◆ Exercise description: With the pictures omitted, write out the entries that follow exactly as they stand.

====== Available data

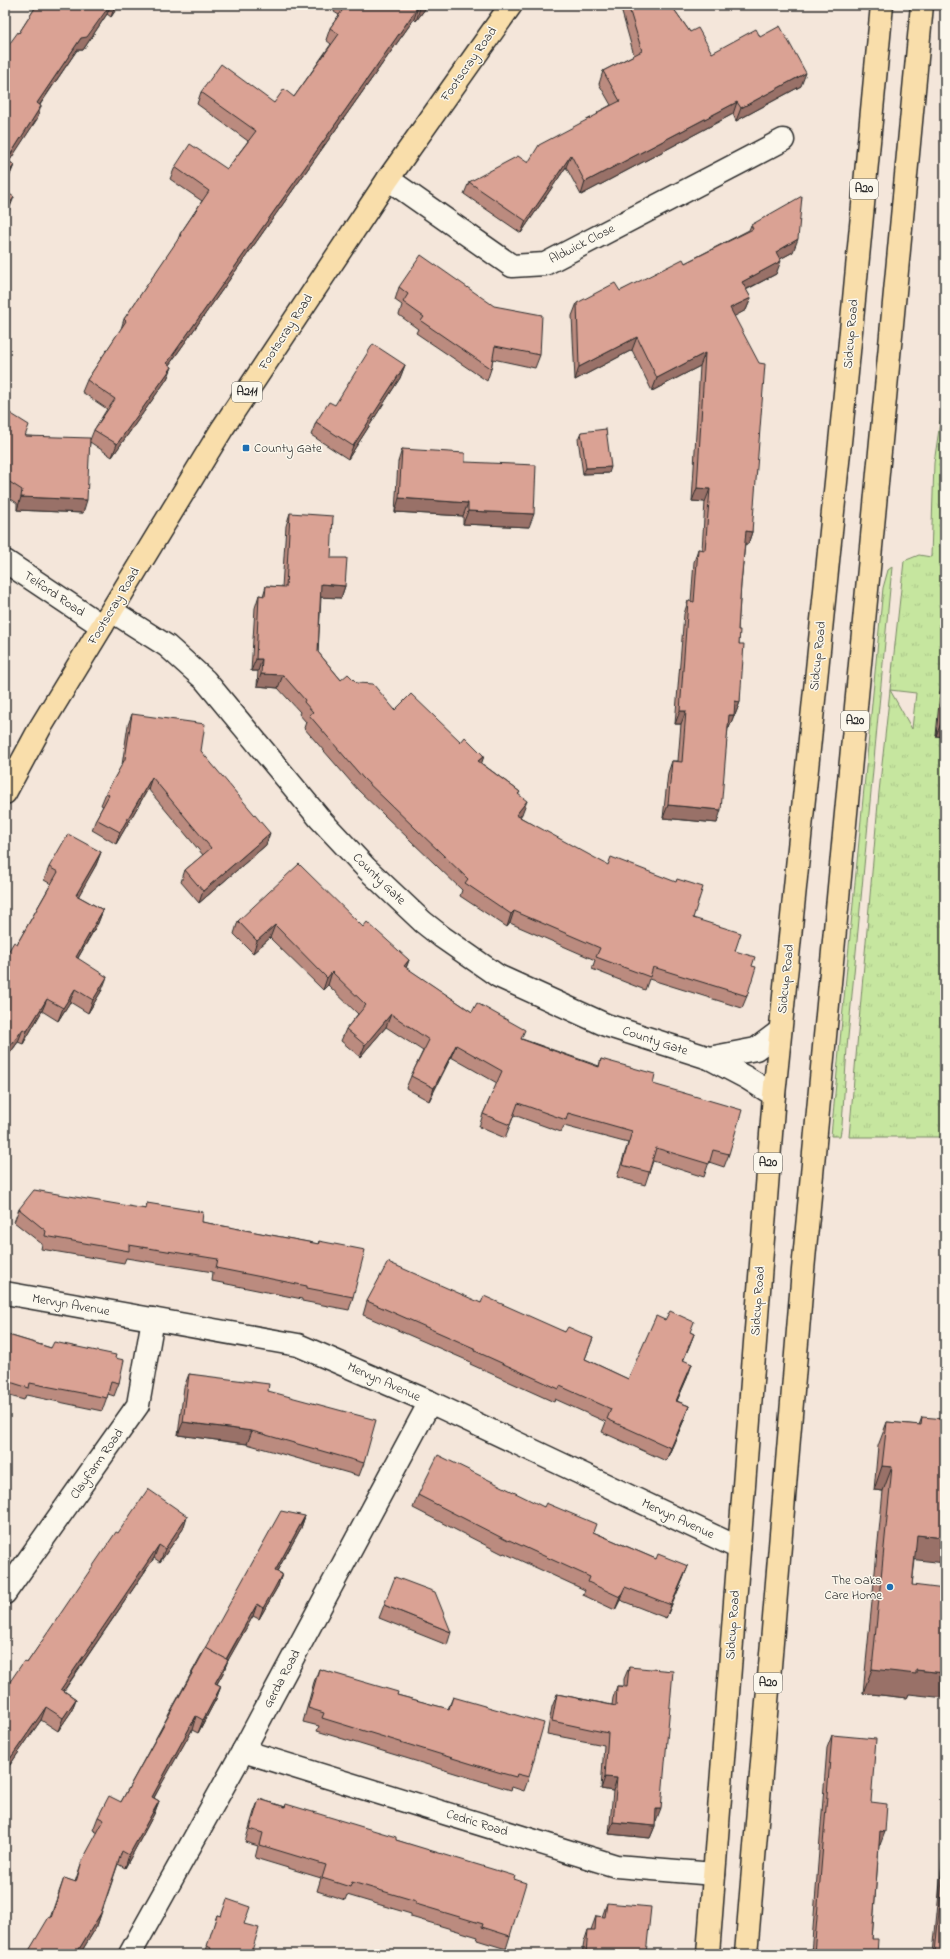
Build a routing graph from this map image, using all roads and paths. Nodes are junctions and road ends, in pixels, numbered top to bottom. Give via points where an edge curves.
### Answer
1 (511, 5) edge
2 (882, 5) edge
3 (922, 5) edge
4 (783, 140) dead end
5 (388, 179) junction
6 (5, 561) edge
7 (107, 619) junction
8 (5, 793) edge
9 (780, 1031) junction
10 (709, 1058) junction
11 (774, 1095) junction
12 (5, 1293) edge
13 (154, 1319) junction
14 (430, 1402) junction
15 (739, 1548) junction
16 (5, 1594) edge
17 (243, 1751) junction
18 (714, 1874) junction
19 (130, 1954) edge
20 (708, 1954) edge
21 (746, 1954) edge

1 - 5 main road, Footscray Road / A211
2 - 9 main road, Sidcup Road / A20
3 - 21 main road, A20 via 803,1270
4 - 5 street, Aldwick Close via 545,264 512,266
5 - 7 main road, Footscray Road / A211 via 222,430
6 - 7 street, Telford Road
7 - 8 main road, Footscray Road / A211 via 40,728
7 - 10 street, County Gate via 167,646 204,680 320,819 366,868 422,922 442,937 498,976 567,1008 606,1025
9 - 10 street, County Gate via 756,1049
9 - 11 main road, Sidcup Road / A20
10 - 11 street, County Gate
11 - 15 main road, Sidcup Road / A20
12 - 13 street, Mervyn Avenue
13 - 14 street, Mervyn Avenue via 298,1345
13 - 16 street, Clayfarm Road via 138,1405
14 - 15 street, Mervyn Avenue
14 - 17 street, Gerda Road
15 - 18 main road, Sidcup Road / A20
17 - 18 street, Cedric Road via 616,1866
17 - 19 street, Gerda Road
18 - 20 main road, Sidcup Road / A20

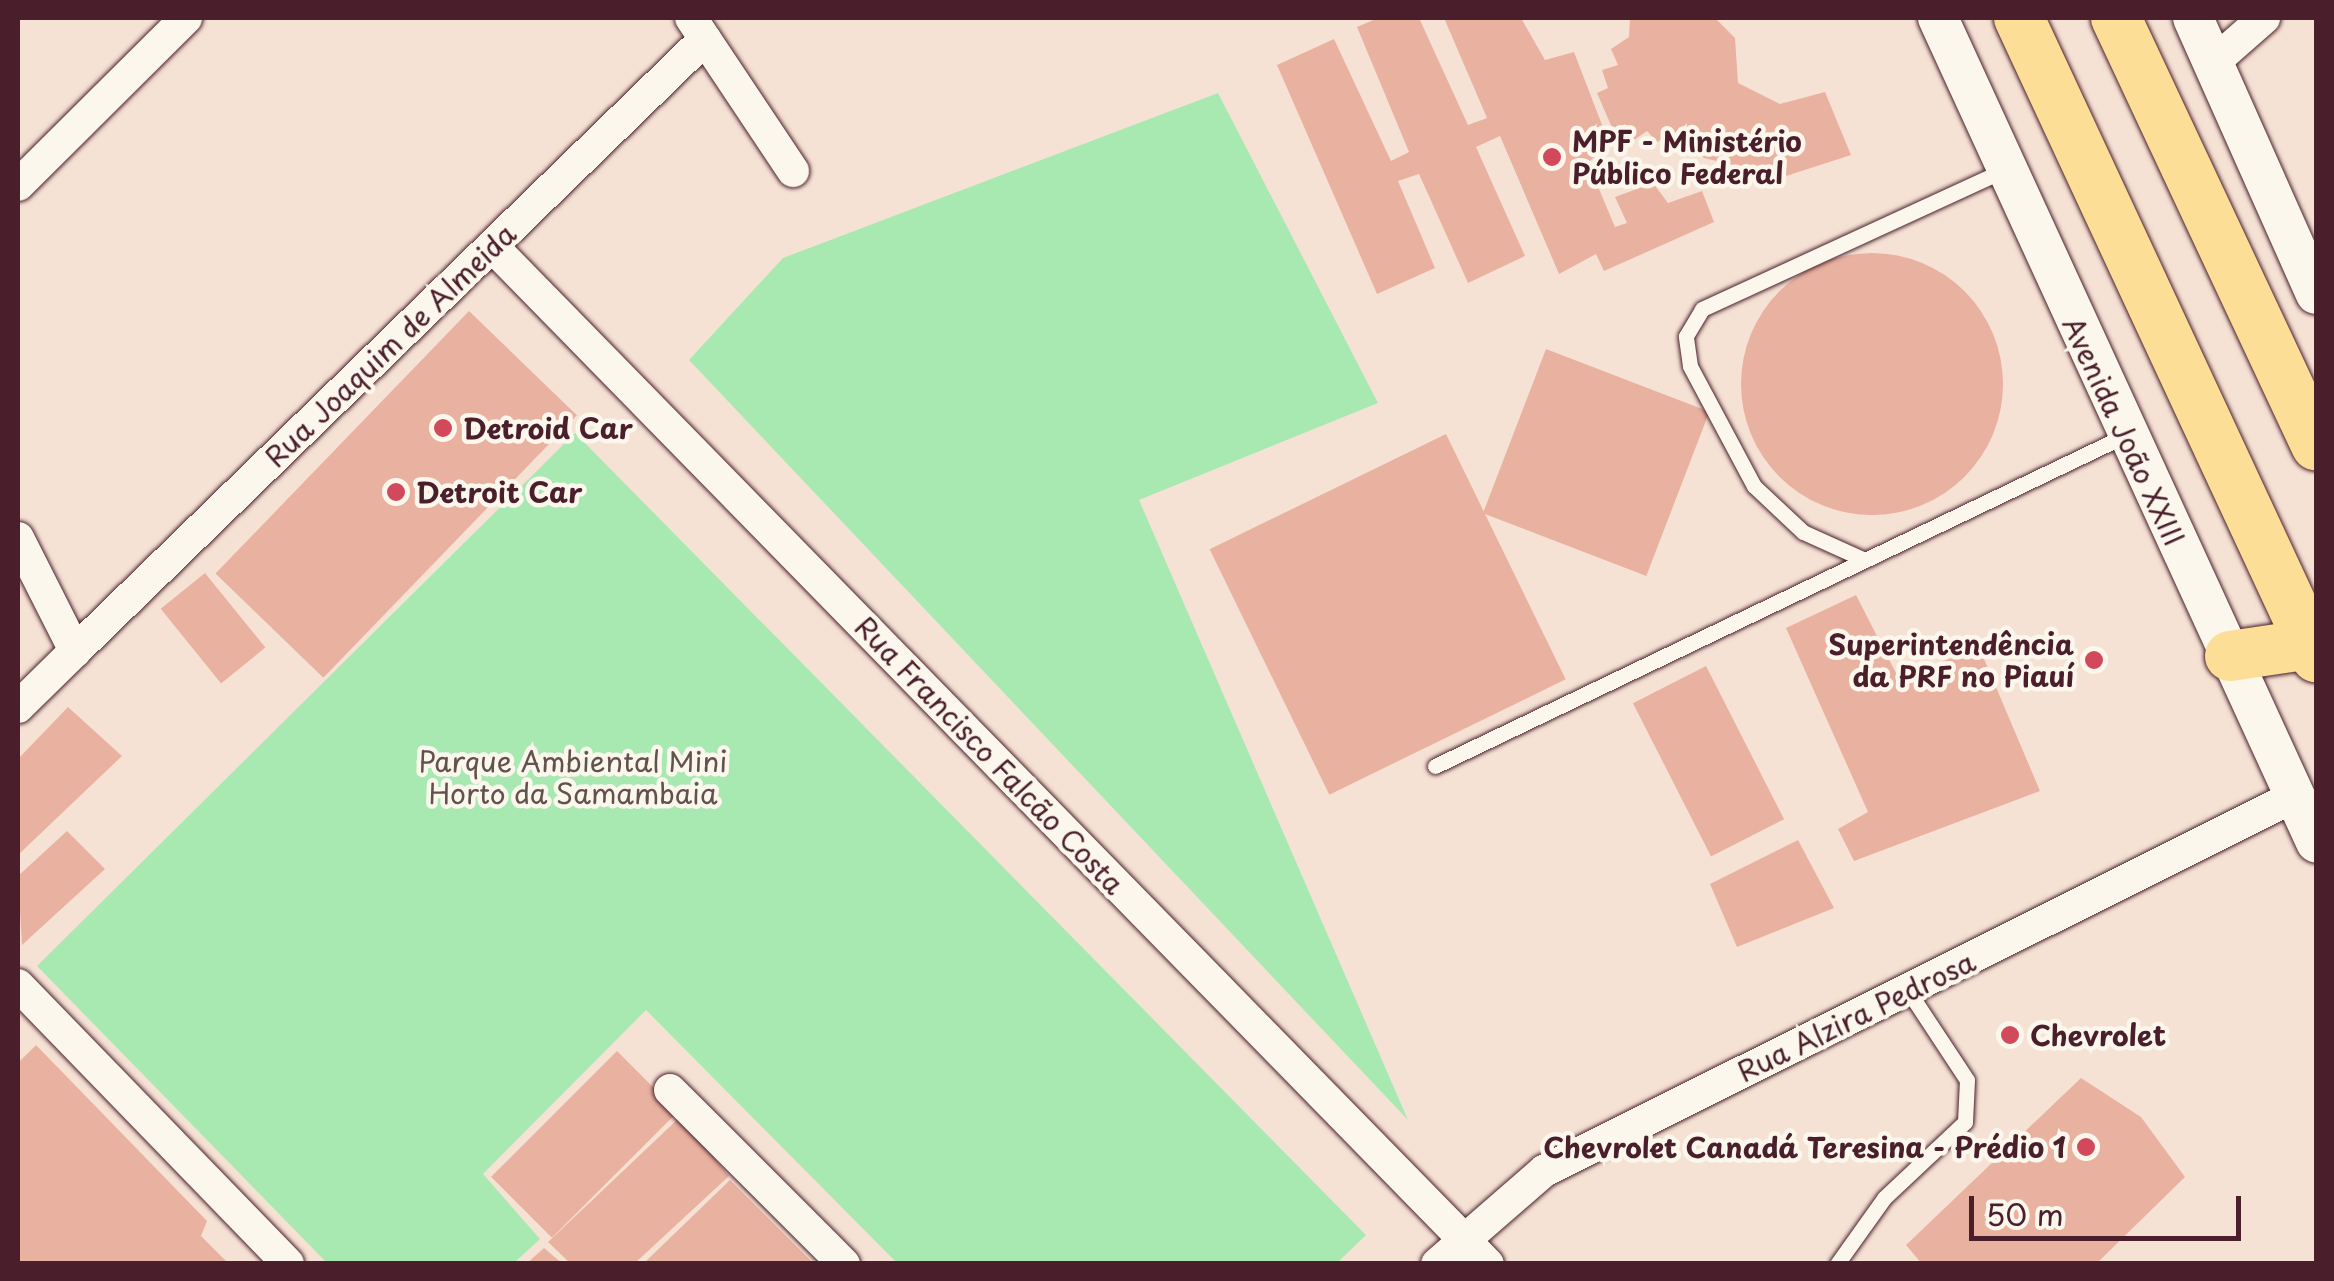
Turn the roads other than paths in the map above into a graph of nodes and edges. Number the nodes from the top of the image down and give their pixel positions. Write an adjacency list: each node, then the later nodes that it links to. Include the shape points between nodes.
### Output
1 (186, 18): 11 (street)
2 (1938, 18): 9 (street, Avenida João XXIII)
3 (2019, 18): 18 (main road)
4 (2116, 18): 15 (main road)
5 (2193, 18): 8 (street)
6 (2264, 18): 8 (street)
7 (698, 28): 10 (street); 12 (street, Rua Joaquim de Almeida)
8 (2214, 62): 13 (street)
9 (2006, 169): 14 (street, Avenida João XXIII); 17 (lane, via 1702,310 1686,336 1690,366 1766,501 1803,532)
10 (793, 171)
11 (18, 185)
12 (492, 246): 19 (street, Rua Joaquim de Almeida); 28 (street, Rua Francisco Falcão Costa)
13 (2316, 294)
14 (2124, 436): 17 (lane); 20 (street, Avenida João XXIII)
15 (2316, 445)
16 (18, 538): 19 (street)
17 (1864, 560): 22 (lane)
18 (2314, 650): 20 (main road)
19 (74, 651): 21 (street, Rua Joaquim de Almeida)
20 (2230, 656): 23 (street, Avenida João XXIII)
21 (18, 707)
22 (1434, 766)
23 (2295, 796): 24 (street, Avenida João XXIII); 26 (street, Rua Alzira Pedrosa)
24 (2316, 842)
25 (18, 984): 29 (street)
26 (1909, 992): 28 (street, Rua Alzira Pedrosa, via 1544,1172); 33 (lane, via 1967,1080 1965,1122 1884,1198)
27 (670, 1090): 30 (street)
28 (1464, 1238): 31 (street, Rua Alzira Pedrosa); 32 (street, Rua Francisco Falcão Costa)
29 (288, 1264)
30 (844, 1264)
31 (1437, 1264)
32 (1488, 1264)
33 (1837, 1264)

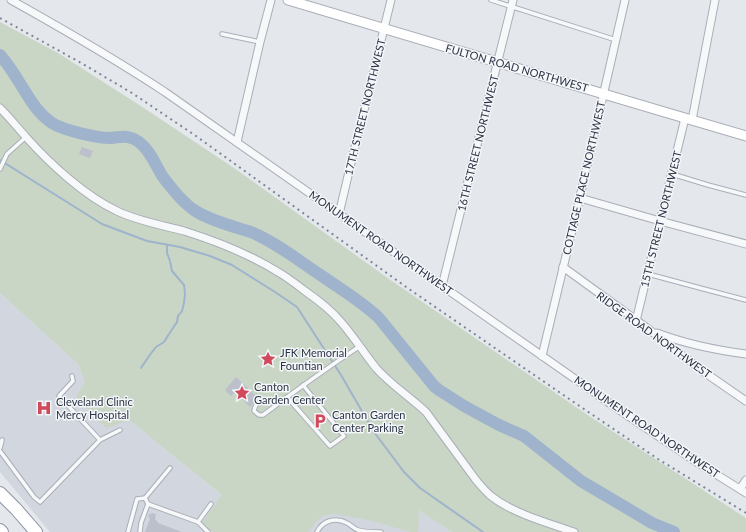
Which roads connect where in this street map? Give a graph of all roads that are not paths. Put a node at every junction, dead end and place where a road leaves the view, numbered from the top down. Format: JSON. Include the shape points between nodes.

============

◆ Solution for this exercise:
Build a routing graph from this map image, using all roads and paths. Nodes are junctions and road ends, in pixels, numbered top to bottom. Give via points where an edge curves.
### Answer
1 (511, 5) edge
2 (882, 5) edge
3 (922, 5) edge
4 (783, 140) dead end
5 (388, 179) junction
6 (5, 561) edge
7 (107, 619) junction
8 (5, 793) edge
9 (780, 1031) junction
10 (709, 1058) junction
11 (774, 1095) junction
12 (5, 1293) edge
13 (154, 1319) junction
14 (430, 1402) junction
15 (739, 1548) junction
16 (5, 1594) edge
17 (243, 1751) junction
18 (714, 1874) junction
19 (130, 1954) edge
20 (708, 1954) edge
21 (746, 1954) edge

1 - 5 main road, Footscray Road / A211
2 - 9 main road, Sidcup Road / A20
3 - 21 main road, A20 via 803,1270
4 - 5 street, Aldwick Close via 545,264 512,266
5 - 7 main road, Footscray Road / A211 via 222,430
6 - 7 street, Telford Road
7 - 8 main road, Footscray Road / A211 via 40,728
7 - 10 street, County Gate via 167,646 204,680 320,819 366,868 422,922 442,937 498,976 567,1008 606,1025
9 - 10 street, County Gate via 756,1049
9 - 11 main road, Sidcup Road / A20
10 - 11 street, County Gate
11 - 15 main road, Sidcup Road / A20
12 - 13 street, Mervyn Avenue
13 - 14 street, Mervyn Avenue via 298,1345
13 - 16 street, Clayfarm Road via 138,1405
14 - 15 street, Mervyn Avenue
14 - 17 street, Gerda Road
15 - 18 main road, Sidcup Road / A20
17 - 18 street, Cedric Road via 616,1866
17 - 19 street, Gerda Road
18 - 20 main road, Sidcup Road / A20

Turn the roads other than paths in the map above into a graph of nodes and edges. Number the nodes from the top of the image down and give their pixel positions. Write an adjacency list: each node, then the later nodes that it links to. Include the shape points between nodes.
### Output
1 (186, 18): 11 (street)
2 (1938, 18): 9 (street, Avenida João XXIII)
3 (2019, 18): 18 (main road)
4 (2116, 18): 15 (main road)
5 (2193, 18): 8 (street)
6 (2264, 18): 8 (street)
7 (698, 28): 10 (street); 12 (street, Rua Joaquim de Almeida)
8 (2214, 62): 13 (street)
9 (2006, 169): 14 (street, Avenida João XXIII); 17 (lane, via 1702,310 1686,336 1690,366 1766,501 1803,532)
10 (793, 171)
11 (18, 185)
12 (492, 246): 19 (street, Rua Joaquim de Almeida); 28 (street, Rua Francisco Falcão Costa)
13 (2316, 294)
14 (2124, 436): 17 (lane); 20 (street, Avenida João XXIII)
15 (2316, 445)
16 (18, 538): 19 (street)
17 (1864, 560): 22 (lane)
18 (2314, 650): 20 (main road)
19 (74, 651): 21 (street, Rua Joaquim de Almeida)
20 (2230, 656): 23 (street, Avenida João XXIII)
21 (18, 707)
22 (1434, 766)
23 (2295, 796): 24 (street, Avenida João XXIII); 26 (street, Rua Alzira Pedrosa)
24 (2316, 842)
25 (18, 984): 29 (street)
26 (1909, 992): 28 (street, Rua Alzira Pedrosa, via 1544,1172); 33 (lane, via 1967,1080 1965,1122 1884,1198)
27 (670, 1090): 30 (street)
28 (1464, 1238): 31 (street, Rua Alzira Pedrosa); 32 (street, Rua Francisco Falcão Costa)
29 (288, 1264)
30 (844, 1264)
31 (1437, 1264)
32 (1488, 1264)
33 (1837, 1264)

Which roads connect where in this street map? Give a graph of all roads that are not paths. Put a node at every junction, dead end and place where a road leaves the view, numbered from the top down. Format: JSON. Include the shape points between nodes.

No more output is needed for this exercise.